MessageSujet: Re: BASHUNG   Dim 20 Sep 2009 - 10:42

Alain Bashung, le dandy-rock par YVES SIMON

Ce fut un coup de massue cette nouvelle de sa disparition. Je m’en trouvai hébété, ne pouvant prononcer un mot, abruti d’une mélancolie que nul ne pouvait imaginer. Pourtant sa mort annoncée depuis deux ans planait au-dessus de nos têtes, striant le ciel de son augure funeste. Mais qui pouvait croire à un événement contre-nature et pour tout dire surnaturel? Car les poètes sont éternels n’est-ce pas, ou alors, ils meurent de jeunesse, de folie ou sous les balles des fusils. Il allait de soi qu’Alain Bashung, prince du rock et des « fusées », ne pouvait s’en tenir aux injonctions du crabe. Pour ces mystérieuses évidences, lorsque je le vis radieux aux Victoires de la musique, transfiguré, je pensai que la dose d’amour que venait de lui inoculer un public ardent lui donnerait force et énergie pour tenir quelques lustres encore. Dose ou overdose d’amour ? Comment alors résister à la ferveur d’un peuple, ne pas s’y enrouler, s’en protéger et ne pas basculer dans l’oubli de soi ? A son stade, ce fut mortel.
Je le vis pour la dernière fois en octobre dernier, nous nous étions retrouvés au restaurant « La Méditerranée » à côté de l’Odéon. Il arriva accompagné d’Olivier Caillart, notre « boss » et ami commun chez Barclay. Je dois dire qu’il me fut triste de le voir ainsi amaigri, son chapeau sur un crâne glabre, ses oreilles qui ressortaient. Pourtant nous avons ri, il n’évoqua que la vie, que ses concerts et un futur disque à venir. Au plus vite. Gourmand et avide de l’existence, comme à son habitude, il parla lentement, déroulant ses mots comme à la lenteur d’un confessant. A sa demande, nous sommes partis à la fin du déjeuner fumer une cigarette à l’extérieur ! Il faisait doux. Comme en apesanteur, Alain, léger et aérien, semblait planer. Nous avons évoqué nos débuts en 1968 lorsque nous avions décroché une tournée de trente concerts en Belgique. Le premier soir, à Charleroi, il y eut si peu de gens, une vingtaine de personnes, que l’organisateur, déconfit, nous entraîna après nos concerts dans un café. Il était minuit. A brûle pourpoint, il nous demanda nos contrats et, une fois entre ses mains, les déchira devant nos yeux médusés : « Voilà, il n’y a plus de tournée, vous rentrez par le premier train pour Paris ». C’était en février 68, il neigeait, il faisait froid partout, dans les rues, dans nos cœurs. L’homme nous déposa à la gare de Charleroi. Là, serrés l’un contre l’autre comme deux êtres perdus, on a passé la nuit enfouis dans nos manteaux d’hiver. Nous nous sommes ainsi endormis l’un contre l’autre, tenant contre nous nos précieuses guitares comme s’il s’agissait d’enfants. Nous avions 23 ans, nos tout premiers disques venaient de sortir et l’avenir s’annonçait plutôt maussade puisque nous avions dû en vendre 1500 chacun. Tout au plus. La gloire n’était pas au rendez-vous…

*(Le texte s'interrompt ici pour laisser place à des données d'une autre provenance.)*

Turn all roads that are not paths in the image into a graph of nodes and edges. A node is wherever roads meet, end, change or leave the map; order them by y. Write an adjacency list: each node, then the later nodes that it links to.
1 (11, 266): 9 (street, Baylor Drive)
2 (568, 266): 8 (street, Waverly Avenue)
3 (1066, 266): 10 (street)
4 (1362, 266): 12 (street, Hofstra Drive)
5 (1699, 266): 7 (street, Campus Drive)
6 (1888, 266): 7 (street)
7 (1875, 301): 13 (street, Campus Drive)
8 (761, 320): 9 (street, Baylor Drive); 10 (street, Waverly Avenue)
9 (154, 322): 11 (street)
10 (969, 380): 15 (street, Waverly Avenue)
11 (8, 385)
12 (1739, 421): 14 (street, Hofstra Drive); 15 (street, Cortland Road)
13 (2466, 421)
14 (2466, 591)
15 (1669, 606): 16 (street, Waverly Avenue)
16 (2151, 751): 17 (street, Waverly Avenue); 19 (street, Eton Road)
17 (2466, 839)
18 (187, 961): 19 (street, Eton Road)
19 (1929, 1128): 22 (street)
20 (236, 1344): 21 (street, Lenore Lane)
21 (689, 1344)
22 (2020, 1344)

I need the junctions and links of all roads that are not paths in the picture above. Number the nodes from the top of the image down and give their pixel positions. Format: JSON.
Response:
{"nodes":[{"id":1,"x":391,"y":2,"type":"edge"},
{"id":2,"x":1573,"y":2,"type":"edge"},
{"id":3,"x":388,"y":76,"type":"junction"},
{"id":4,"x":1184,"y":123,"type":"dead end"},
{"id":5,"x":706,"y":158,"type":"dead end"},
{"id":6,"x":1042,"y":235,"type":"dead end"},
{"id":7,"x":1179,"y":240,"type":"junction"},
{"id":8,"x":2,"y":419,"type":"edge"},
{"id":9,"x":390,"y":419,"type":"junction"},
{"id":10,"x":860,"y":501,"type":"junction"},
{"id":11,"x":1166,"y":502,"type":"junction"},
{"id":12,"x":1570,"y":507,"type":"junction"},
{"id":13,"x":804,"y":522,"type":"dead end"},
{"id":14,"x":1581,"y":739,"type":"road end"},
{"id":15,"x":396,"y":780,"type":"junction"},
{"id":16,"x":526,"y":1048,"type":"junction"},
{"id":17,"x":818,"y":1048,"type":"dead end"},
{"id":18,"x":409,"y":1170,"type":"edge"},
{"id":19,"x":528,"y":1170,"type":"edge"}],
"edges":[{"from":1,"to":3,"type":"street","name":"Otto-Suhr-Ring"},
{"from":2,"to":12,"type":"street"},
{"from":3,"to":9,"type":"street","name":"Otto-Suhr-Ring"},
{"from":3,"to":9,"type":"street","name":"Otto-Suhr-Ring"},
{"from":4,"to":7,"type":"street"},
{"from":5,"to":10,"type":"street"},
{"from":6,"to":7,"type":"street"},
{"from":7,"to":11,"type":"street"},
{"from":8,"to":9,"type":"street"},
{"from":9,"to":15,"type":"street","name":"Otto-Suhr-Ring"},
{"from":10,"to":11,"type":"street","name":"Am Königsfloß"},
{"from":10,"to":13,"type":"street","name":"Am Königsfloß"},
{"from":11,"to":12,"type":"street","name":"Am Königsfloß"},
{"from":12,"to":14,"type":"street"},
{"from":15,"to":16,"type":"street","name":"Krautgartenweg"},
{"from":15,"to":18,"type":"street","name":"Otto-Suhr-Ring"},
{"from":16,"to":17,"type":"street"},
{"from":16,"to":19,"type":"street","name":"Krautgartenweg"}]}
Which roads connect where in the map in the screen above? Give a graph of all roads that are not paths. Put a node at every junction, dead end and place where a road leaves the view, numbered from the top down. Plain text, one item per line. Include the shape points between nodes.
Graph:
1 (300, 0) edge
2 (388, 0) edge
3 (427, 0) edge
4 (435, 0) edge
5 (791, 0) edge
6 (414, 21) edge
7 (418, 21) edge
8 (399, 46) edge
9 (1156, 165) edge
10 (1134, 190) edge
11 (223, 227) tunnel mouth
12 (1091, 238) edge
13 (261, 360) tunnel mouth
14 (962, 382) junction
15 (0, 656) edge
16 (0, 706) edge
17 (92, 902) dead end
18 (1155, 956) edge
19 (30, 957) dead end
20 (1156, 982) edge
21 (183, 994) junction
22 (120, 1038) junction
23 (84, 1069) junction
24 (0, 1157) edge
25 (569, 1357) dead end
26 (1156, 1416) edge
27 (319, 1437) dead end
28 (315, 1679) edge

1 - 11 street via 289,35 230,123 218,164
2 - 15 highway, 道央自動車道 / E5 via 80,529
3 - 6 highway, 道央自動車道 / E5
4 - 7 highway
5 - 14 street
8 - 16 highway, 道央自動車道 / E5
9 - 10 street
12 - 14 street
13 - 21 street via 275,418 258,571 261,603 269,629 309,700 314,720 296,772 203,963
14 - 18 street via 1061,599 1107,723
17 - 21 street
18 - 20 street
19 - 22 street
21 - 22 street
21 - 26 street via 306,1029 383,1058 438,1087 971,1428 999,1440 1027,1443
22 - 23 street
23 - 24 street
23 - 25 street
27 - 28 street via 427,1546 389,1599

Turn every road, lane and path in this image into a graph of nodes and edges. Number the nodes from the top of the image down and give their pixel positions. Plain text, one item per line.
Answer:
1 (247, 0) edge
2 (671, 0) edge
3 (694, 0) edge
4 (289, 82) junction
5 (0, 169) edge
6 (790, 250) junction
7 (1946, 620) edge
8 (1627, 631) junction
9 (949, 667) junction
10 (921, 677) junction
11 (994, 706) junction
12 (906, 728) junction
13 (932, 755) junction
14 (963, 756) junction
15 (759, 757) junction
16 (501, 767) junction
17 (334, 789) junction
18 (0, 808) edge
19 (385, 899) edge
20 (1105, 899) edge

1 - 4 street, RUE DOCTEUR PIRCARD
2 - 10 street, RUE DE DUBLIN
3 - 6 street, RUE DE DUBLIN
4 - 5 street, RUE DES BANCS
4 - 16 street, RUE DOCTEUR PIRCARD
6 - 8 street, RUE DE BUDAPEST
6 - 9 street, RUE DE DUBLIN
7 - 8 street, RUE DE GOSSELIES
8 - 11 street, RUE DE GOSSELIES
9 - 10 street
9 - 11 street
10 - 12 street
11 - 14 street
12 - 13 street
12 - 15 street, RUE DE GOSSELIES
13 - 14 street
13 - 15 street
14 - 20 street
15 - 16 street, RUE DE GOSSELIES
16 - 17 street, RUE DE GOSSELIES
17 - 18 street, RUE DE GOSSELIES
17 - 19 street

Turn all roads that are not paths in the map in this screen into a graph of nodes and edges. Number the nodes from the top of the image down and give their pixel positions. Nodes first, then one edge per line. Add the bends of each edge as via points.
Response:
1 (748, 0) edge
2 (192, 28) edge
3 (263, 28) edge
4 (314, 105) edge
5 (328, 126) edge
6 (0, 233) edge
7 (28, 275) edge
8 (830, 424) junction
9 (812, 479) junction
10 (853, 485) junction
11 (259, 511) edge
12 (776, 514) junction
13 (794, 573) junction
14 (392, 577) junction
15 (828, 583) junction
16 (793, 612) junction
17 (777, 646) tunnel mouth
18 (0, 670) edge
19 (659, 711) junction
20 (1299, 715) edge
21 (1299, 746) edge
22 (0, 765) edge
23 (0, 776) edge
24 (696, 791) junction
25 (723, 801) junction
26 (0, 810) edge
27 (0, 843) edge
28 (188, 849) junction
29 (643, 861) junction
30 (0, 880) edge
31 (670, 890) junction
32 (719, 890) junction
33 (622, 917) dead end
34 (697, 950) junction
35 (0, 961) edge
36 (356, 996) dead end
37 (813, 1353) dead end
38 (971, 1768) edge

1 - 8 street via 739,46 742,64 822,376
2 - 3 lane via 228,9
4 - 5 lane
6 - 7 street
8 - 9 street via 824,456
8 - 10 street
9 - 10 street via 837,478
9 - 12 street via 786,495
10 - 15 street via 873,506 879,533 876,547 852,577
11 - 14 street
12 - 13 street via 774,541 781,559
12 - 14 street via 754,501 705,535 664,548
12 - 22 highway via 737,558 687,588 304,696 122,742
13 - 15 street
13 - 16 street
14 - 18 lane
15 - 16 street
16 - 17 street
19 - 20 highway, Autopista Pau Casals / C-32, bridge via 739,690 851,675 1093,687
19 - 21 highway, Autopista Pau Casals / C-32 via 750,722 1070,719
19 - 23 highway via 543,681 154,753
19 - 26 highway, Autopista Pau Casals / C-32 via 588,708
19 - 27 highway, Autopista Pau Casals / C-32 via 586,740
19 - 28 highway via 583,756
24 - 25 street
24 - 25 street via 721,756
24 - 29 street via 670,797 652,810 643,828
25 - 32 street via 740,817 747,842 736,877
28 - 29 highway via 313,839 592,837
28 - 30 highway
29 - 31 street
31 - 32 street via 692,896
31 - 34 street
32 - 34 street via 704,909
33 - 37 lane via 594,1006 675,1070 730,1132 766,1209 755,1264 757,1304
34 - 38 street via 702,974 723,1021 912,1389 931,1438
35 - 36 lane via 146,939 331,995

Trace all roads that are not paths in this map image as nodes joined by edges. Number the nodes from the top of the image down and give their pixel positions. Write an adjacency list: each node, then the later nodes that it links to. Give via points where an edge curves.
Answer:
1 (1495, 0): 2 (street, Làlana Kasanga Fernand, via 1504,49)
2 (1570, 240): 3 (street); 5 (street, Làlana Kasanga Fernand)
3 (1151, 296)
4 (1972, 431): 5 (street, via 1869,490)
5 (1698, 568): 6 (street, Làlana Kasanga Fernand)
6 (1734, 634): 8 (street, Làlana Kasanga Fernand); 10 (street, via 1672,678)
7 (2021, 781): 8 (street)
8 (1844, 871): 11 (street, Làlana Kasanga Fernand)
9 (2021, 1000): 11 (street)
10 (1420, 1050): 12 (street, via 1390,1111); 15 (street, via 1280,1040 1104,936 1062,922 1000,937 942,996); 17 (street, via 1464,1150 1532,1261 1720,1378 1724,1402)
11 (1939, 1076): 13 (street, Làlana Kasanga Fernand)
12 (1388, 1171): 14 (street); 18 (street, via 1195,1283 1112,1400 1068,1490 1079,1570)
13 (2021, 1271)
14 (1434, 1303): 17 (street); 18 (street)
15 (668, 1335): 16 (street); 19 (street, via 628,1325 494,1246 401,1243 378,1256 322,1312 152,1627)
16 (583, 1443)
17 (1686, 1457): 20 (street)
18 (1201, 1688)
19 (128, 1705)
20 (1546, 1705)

J’ai longuement raconté cette histoire lors de mon Olympia du 12 mars 2008 juste avant de chanter « Les embruns de la jeunesse ». Je trouvais que c’était l’introduction idéale pour montrer comment, malgré les rêves, les débuts des artistes, même plus tard devenus célèbres, sont parfois calamiteux.
Cette nuit-là nous avons rêvé ensemble, nous avons espéré ensemble.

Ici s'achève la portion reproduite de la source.